Contractor agrees that all copyrights, works, inventions, trademarks, trade secrets, innovations, improvements, developments, methods, know-how, designs, analyses, drawings, reports, and all similar or related information that relate to the actual or anticipated business, research and development or existing or anticipated future products, processes, or services of Company, and which are conceived, developed, or made by Contractor in the course of his/her engagement with Company or on Company’s time or property, whether acting alone or in conjunction with others (“Work Product”), are works “made-for-hire” and belong to Company. Contractor will promptly disclose all such Work Product to Company’s Board or appointed designee, and perform all actions reasonably requested by Company (whether during the term of the Agreement or thereafter) to establish and confirm such ownership at Company’s expense (including, without limitation, assignments, consents, powers of attorney, and other instruments). Notwithstanding the foregoing, this paragraph will not apply to any invention that Contractor develops entirely on his/her own time without using Company’s equipment, supplies, facilities, trade secrets, or confidential or proprietary information, except for those inventions that either (i) relate at the time of conception or reduction to practice of the invention to Company’s business or actual or demonstrably anticipated research or development of Company; or (ii) result from any services performed by Contractor for Company.
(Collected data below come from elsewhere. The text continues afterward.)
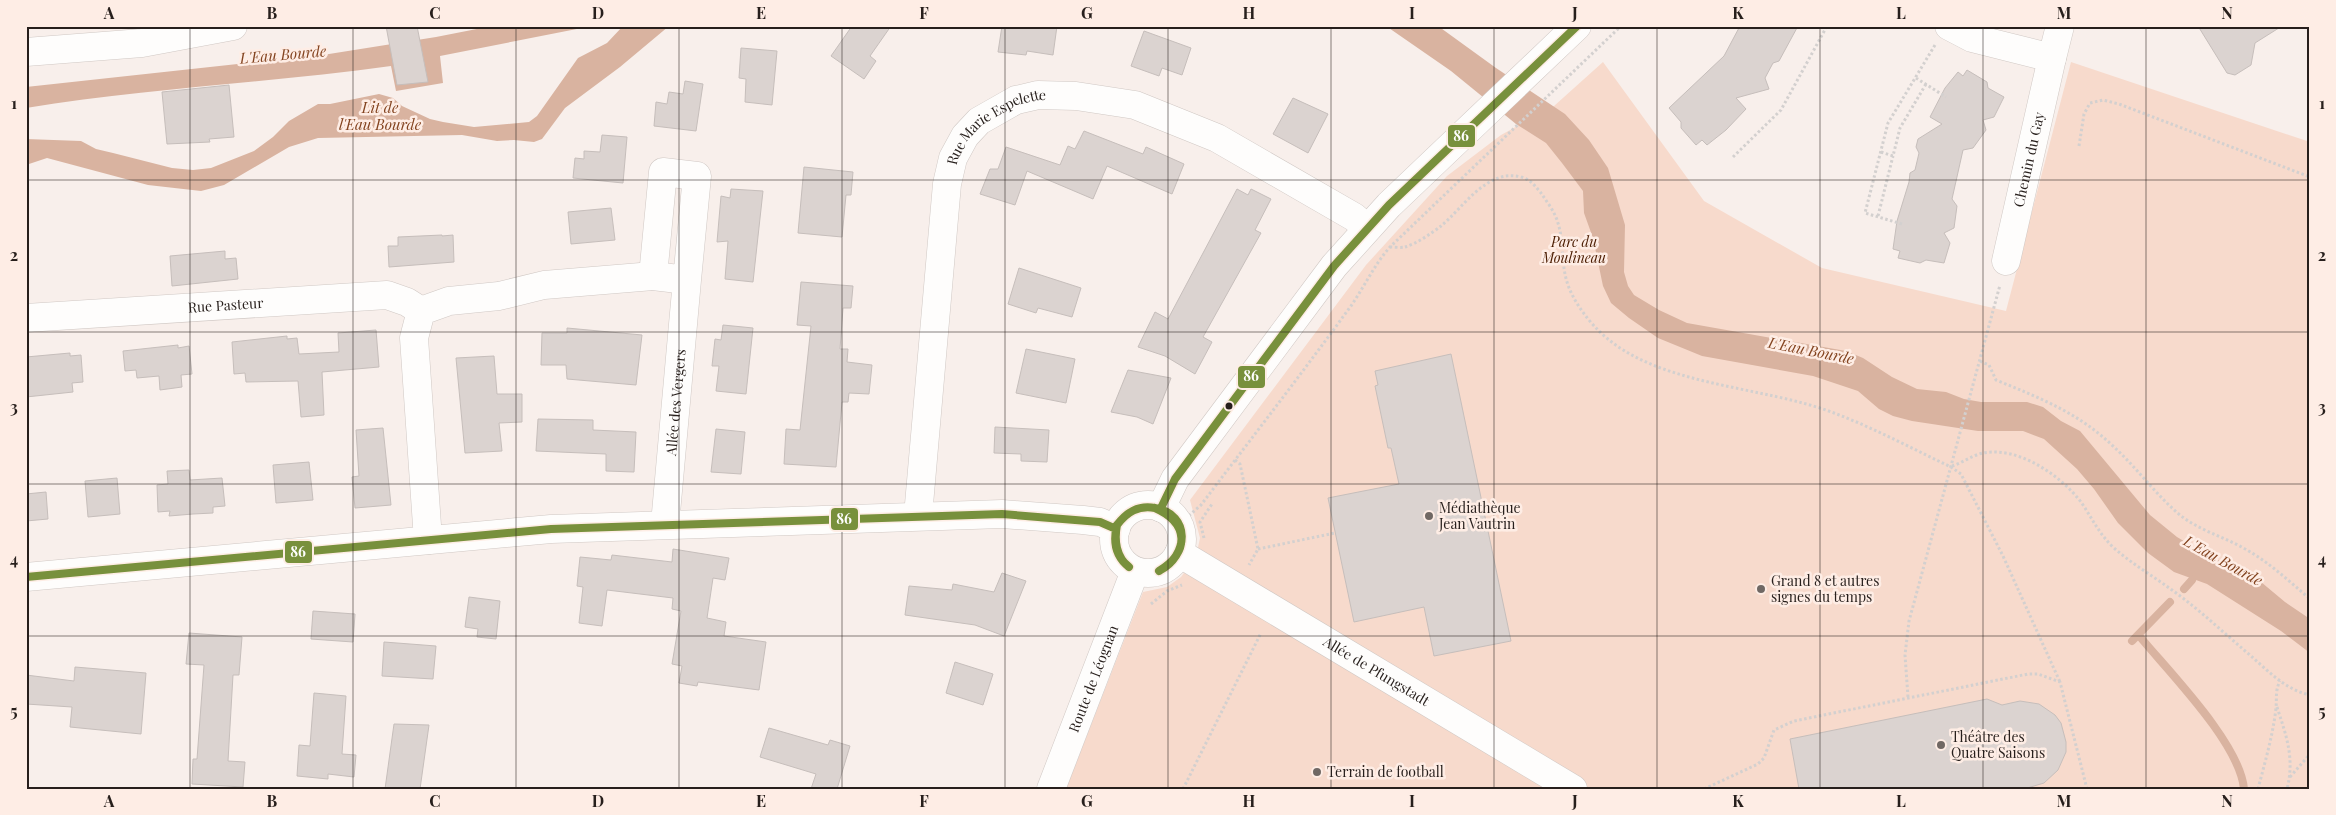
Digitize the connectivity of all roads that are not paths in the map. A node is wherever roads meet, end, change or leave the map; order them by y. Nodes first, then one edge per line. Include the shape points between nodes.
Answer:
1 (233, 26) edge
2 (1576, 26) edge
3 (2060, 26) edge
4 (1943, 33) edge
5 (26, 52) edge
6 (2052, 58) junction
7 (1367, 228) junction
8 (2006, 260) road end
9 (653, 276) junction
10 (687, 280) junction
11 (421, 312) junction
12 (26, 318) edge
13 (918, 516) junction
14 (1170, 516) junction
15 (665, 524) junction
16 (1116, 528) junction
17 (428, 540) junction
18 (1179, 552) junction
19 (1135, 570) junction
20 (26, 577) edge
21 (1051, 789) edge
22 (1573, 789) edge

1 - 5 street via 142,43
2 - 7 street
3 - 6 street, Chemin du Gay
4 - 6 street
6 - 8 street, Chemin du Gay
7 - 13 street, Rue Marie Espelette via 1354,217 1217,138 1136,105 1076,96 1038,95 1016,100 979,121 965,136 953,158 947,184
7 - 14 street via 1334,266 1175,479
9 - 10 street
9 - 10 street, Allée des Vergers via 663,172 697,176
9 - 11 street via 544,285 498,296 449,301
10 - 15 street, Allée des Vergers
11 - 12 street, Rue Pasteur via 407,302 387,295
11 - 17 street via 414,338
13 - 15 street
13 - 16 street via 1048,516 1100,522
14 - 16 street via 1150,506 1140,506 1121,518
14 - 18 street via 1182,533
15 - 17 street via 551,529
16 - 19 street via 1115,548 1126,565
17 - 20 street
18 - 19 street via 1170,565 1156,572
18 - 22 street, Allée de Pfungstadt
19 - 21 street, Route de Léognan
I’m always game for improvements. Feel free to share yours.

As for the Phanatic lawsuit, I think the defendants have an uphill battle, for two reasons.
  1. In 1979, the puppet and costume designers the Phillies contracted to create the Phanatic, Bonnie Erickson and Wayde Harrison (who also created Miss Piggy for Jim Henson!), sued the Phillies for copyright infringement over ownership of the Phanatic. While that case settled, you only get one bite at the apple in litigation. It’s called res judicata (or claim preclusion), and means that when you file a lawsuit you must bring all claims that arise out of the came common nucleus of facts, and you cannot omit claims to later bring them in subsequent litigation. Thus, any claim that Harrison/Erickson have over ownership of the Phanatic should have been brought 1979, this precluding any claim they have today over ownership.
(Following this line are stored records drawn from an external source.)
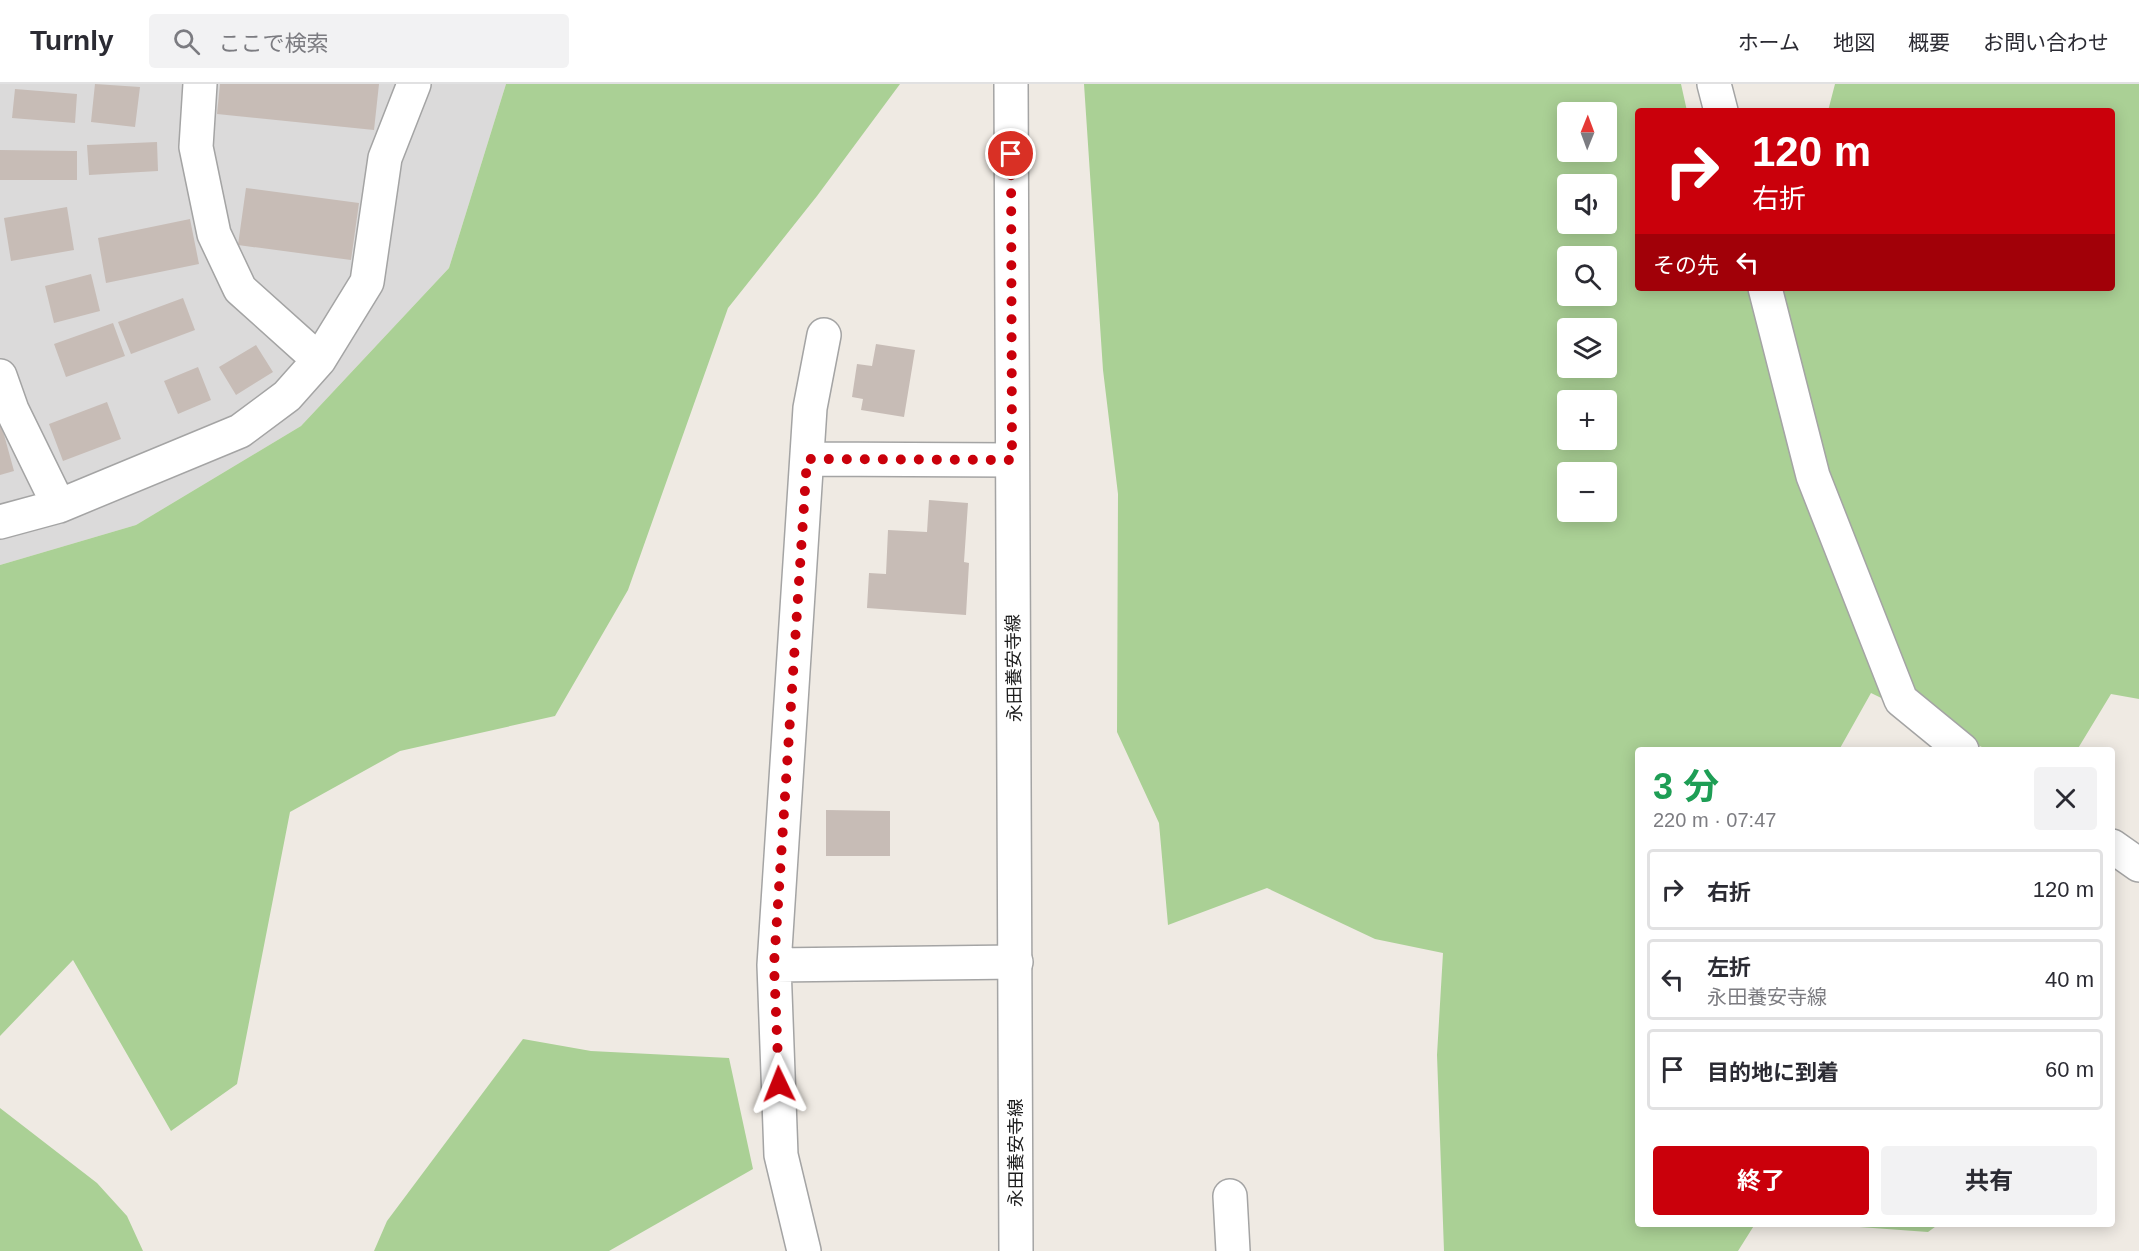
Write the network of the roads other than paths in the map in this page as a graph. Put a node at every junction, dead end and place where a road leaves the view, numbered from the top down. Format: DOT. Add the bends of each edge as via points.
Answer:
graph roads {
  1 [pos="200,84"];
  2 [pos="414,84"];
  3 [pos="1011,84"];
  4 [pos="1714,84"];
  5 [pos="1720,108"];
  6 [pos="1766,291"];
  7 [pos="824,335"];
  8 [pos="319,360"];
  9 [pos="0,376"];
  10 [pos="807,459"];
  11 [pos="1012,460"];
  12 [pos="58,506"];
  13 [pos="0,522"];
  14 [pos="1958,747"];
  15 [pos="2115,848"];
  16 [pos="2139,865"];
  17 [pos="1016,962"];
  18 [pos="774,965"];
  19 [pos="1230,1196"];
  20 [pos="804,1251"];
  21 [pos="1016,1251"];
  22 [pos="1233,1251"];
  1 -- 8 [label="street" via="196,147 214,234 240,289"];
  2 -- 8 [label="street" via="385,158 367,282"];
  3 -- 11 [label="street, 永田養安寺線"];
  4 -- 5 [label="street"];
  6 -- 14 [label="street" via="1813,476 1901,700"];
  7 -- 10 [label="street" via="810,408"];
  8 -- 12 [label="street" via="287,396 240,430"];
  9 -- 12 [label="street"];
  10 -- 11 [label="street"];
  10 -- 18 [label="street"];
  11 -- 17 [label="street, 永田養安寺線"];
  12 -- 13 [label="street"];
  15 -- 16 [label="street"];
  17 -- 18 [label="street"];
  17 -- 21 [label="street, 永田養安寺線"];
  18 -- 20 [label="street" via="781,1155"];
  19 -- 22 [label="street"];
}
  2. The 1979 settlement lead to a 1984 “forever” assignment by Harrison/Erickson to the Phillies of all rights in the Phanatic in exchange for a payment of $215,000. Thus, it seems to me Harrison/Erickson got the benefit of what they bargained for, no matter how valuable the Phanatic is, or how much the Phillies have earned from the Phanatic in the years since.

Don’t make the same mistake, however, that the Phillies appear to have made when they commissioned the Phanatic’s creation in 1978. Get your work-for-hire arrangement in writing.